Former New York Gov. Mario Cuomo (D) died of natural causes due to heart failure Thursday, the same day his son Andrew Cuomo was inaugurated for a second term as governor of New York. He was 82.
In a press statement issued Thursday, President Obama called Cuomo “a determined champion of progressive values, and an unflinching voice for tolerance, inclusiveness, fairness, dignity, and opportunity.” Echoing similar sentiments, House Minority Leader Nancy Pelosi (D-CA) issued a statement saying that Cuomo’s “values, his vision, and his effectiveness for the people of New York were an inspiration around the world. In word and deed, Governor Cuomo challenged us to make real the American Dream for all who strive to realize it.” Other liberal heavyweights like New York City Mayor Bill de Blasio also weighed in, calling the former governor “compassionate.”
Hailed as a progressive giant, the former governor, who served three terms as the 52nd governor of New York between 1983 to 1994, championed the rights of working people, middle class families, women, and minorities, setting the stage for liberalism during a time that the political philosophy was “in decline,” the Washington Post pointed out. Cuomo’s “Shining City on a Hill” speech at the 1984 Democratic National Convention — deemed one of the greatest speeches of all time — challenged then-President Ronald Reagan (R) to visit rural areas of America and to help lift working people into the middle class. Cuomo charged, “Mr. President you ought to know that this nation is more a ‘Tale of Two Cities’ than it is just a ‘Shining City on a Hill.’”
Here is just a short list of some of Cuomo’s most progressive causes and accomplishments:
1. Fought for legal abortion. In spite of his strong Roman Catholic belief, Cuomo fought for women to receive legal abortions in New York State. “Those who endorse legalized abortions — aren’t a ruthless, callous alliance of anti-Christians determined to overthrow our moral standards,” Cuomo said in a 1984 speech at the University of Notre Dame. “In many cases, the proponents of legal abortion are the very people who have worked with Catholics to realize the goals of social justice set out in papal encyclicals.”
2. Passed nation’s first mandatory seat-belt law. After a 11-year battle in the New York state legislature, Cuomo signed into law the nation’s first mandatory seat-belt law in 1984. Prior to the law’s passage, only about 12 percent of people buckled up, but that figure has since shot up to 91 percent in 2013 in New York state. The National Highway Traffic Safety Administration estimated that seat belts have saved an estimated 11,949 lives.
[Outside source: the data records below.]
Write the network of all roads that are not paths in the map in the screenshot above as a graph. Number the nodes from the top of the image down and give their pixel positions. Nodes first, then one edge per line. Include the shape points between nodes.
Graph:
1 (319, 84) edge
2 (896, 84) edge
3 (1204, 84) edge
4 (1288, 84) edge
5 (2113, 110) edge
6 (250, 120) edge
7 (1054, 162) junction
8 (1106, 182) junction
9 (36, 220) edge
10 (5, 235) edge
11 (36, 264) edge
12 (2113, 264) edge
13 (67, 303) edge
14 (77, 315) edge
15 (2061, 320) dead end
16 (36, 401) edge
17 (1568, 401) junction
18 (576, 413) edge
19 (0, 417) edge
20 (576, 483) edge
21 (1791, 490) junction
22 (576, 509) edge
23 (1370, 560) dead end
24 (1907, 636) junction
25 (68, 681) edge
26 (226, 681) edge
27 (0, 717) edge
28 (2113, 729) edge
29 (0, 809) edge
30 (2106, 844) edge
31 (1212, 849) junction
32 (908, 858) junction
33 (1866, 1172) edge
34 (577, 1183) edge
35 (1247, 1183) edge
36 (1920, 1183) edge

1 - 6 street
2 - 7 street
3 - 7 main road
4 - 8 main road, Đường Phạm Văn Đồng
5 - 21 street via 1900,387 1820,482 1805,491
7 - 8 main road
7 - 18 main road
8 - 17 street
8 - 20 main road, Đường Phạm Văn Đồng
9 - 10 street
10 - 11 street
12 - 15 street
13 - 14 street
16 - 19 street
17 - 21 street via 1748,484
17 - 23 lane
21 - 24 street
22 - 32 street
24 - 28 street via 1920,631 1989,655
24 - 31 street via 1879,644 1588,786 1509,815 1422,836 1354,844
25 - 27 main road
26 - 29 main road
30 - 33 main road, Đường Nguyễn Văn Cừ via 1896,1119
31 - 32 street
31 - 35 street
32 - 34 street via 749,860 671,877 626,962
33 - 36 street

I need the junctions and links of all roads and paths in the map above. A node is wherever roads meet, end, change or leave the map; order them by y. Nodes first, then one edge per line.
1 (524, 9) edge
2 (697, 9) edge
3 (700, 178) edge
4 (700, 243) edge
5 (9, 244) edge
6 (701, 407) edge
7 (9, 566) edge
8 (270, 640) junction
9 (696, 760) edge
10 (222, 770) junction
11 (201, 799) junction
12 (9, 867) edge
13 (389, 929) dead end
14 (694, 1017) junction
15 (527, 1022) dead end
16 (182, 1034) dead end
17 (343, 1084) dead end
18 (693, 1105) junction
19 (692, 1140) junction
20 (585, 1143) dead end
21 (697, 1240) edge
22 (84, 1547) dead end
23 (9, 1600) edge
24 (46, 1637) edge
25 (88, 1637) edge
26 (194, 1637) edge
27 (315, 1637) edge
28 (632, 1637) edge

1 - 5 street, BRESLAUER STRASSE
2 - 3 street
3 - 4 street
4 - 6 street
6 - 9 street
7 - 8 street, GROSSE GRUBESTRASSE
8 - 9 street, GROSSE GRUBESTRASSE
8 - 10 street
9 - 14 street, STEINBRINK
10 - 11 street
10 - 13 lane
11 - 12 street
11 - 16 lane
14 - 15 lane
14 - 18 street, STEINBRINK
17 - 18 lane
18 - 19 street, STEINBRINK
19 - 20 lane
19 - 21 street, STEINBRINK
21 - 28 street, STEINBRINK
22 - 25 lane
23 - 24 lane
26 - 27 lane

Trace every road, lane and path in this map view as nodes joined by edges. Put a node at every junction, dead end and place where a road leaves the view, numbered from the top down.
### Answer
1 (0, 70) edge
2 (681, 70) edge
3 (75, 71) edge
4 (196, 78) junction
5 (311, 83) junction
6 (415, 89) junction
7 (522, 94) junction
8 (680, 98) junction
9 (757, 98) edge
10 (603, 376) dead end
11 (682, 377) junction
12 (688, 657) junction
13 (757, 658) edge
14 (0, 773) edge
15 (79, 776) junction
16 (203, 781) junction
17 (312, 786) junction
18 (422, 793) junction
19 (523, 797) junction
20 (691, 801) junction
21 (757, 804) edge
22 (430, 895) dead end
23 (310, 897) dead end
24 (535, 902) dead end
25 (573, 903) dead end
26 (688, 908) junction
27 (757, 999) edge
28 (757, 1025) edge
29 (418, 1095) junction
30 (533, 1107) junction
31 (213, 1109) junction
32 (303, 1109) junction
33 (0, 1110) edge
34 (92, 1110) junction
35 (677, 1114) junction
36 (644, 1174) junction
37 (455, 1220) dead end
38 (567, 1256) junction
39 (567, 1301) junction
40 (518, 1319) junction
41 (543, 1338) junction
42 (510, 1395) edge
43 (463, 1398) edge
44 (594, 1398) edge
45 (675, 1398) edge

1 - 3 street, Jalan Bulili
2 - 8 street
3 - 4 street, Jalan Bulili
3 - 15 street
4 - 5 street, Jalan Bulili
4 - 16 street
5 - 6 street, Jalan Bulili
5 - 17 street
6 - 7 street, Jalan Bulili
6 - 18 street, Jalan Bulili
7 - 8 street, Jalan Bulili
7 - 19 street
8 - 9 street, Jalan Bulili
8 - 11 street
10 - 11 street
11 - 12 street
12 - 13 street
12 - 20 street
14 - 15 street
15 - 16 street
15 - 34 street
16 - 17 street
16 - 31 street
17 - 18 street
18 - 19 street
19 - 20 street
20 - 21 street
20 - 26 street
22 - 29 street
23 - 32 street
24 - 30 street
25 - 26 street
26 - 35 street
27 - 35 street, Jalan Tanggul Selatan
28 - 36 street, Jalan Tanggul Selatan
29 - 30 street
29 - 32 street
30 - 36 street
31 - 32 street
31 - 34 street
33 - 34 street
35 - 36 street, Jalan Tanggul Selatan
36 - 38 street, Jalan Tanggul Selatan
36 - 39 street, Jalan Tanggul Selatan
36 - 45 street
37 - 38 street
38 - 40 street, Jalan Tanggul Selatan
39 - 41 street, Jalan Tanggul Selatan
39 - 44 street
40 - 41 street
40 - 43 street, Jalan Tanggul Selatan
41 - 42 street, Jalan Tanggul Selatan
3. Vetoed the death penalty. For the 12 years he served as governor, Cuomo vetoed the death penalty several times, against public mood at a turbulent time when the crime rate soared in New York. Calling the death penalty “corrosive” and a “stain on our conscience” in 2011, Cuomo lamented that the 48 executions in 2008 were “an abomination” and that the death penalty is unfairly applied across racial lines. Counting the last 18 people in New York State to be executed after 1963, Cuomo found that 13 individuals were black and one Hispanic, “an extraordinary improbability for a system operating with any kind of objectivity and consistency.”
4. Reshaped the New York State Court of Appeals with a diverse group of sitting judges. Cuomo appointed the state’s first African-American, a Hispanic, and two women justices to New York’s highest court, the State Court of Appeals. Judith S. Kaye was the first woman to serve as chief judge. According to a 2013 Albany Law Review piece, Cuomo “remains the last New York State Governor to appoint a Court of Appeals judge from the opposing political party.”
5. Supported banning assault weapons. The former governor has been a longtime opponent of banning assault weapons used in a quarter of the crimes committed in New York state. According to a 1994 New York Magazine article, Cuomo “has supported an assault-weapons ban that is far more serious than the federal one Bill Clinton is poised to sign — it would ban the guns used in a quarter of the crimes in New York — though so far the State Senate has blocked it.” Guns “encourage that instinct we have for brutality that’s everywhere around us,” Cuomo said in 2006 to a group called New Yorkers Against the Death Penalty. “My God. How do you justify it? You can’t move the NRA in Congress.”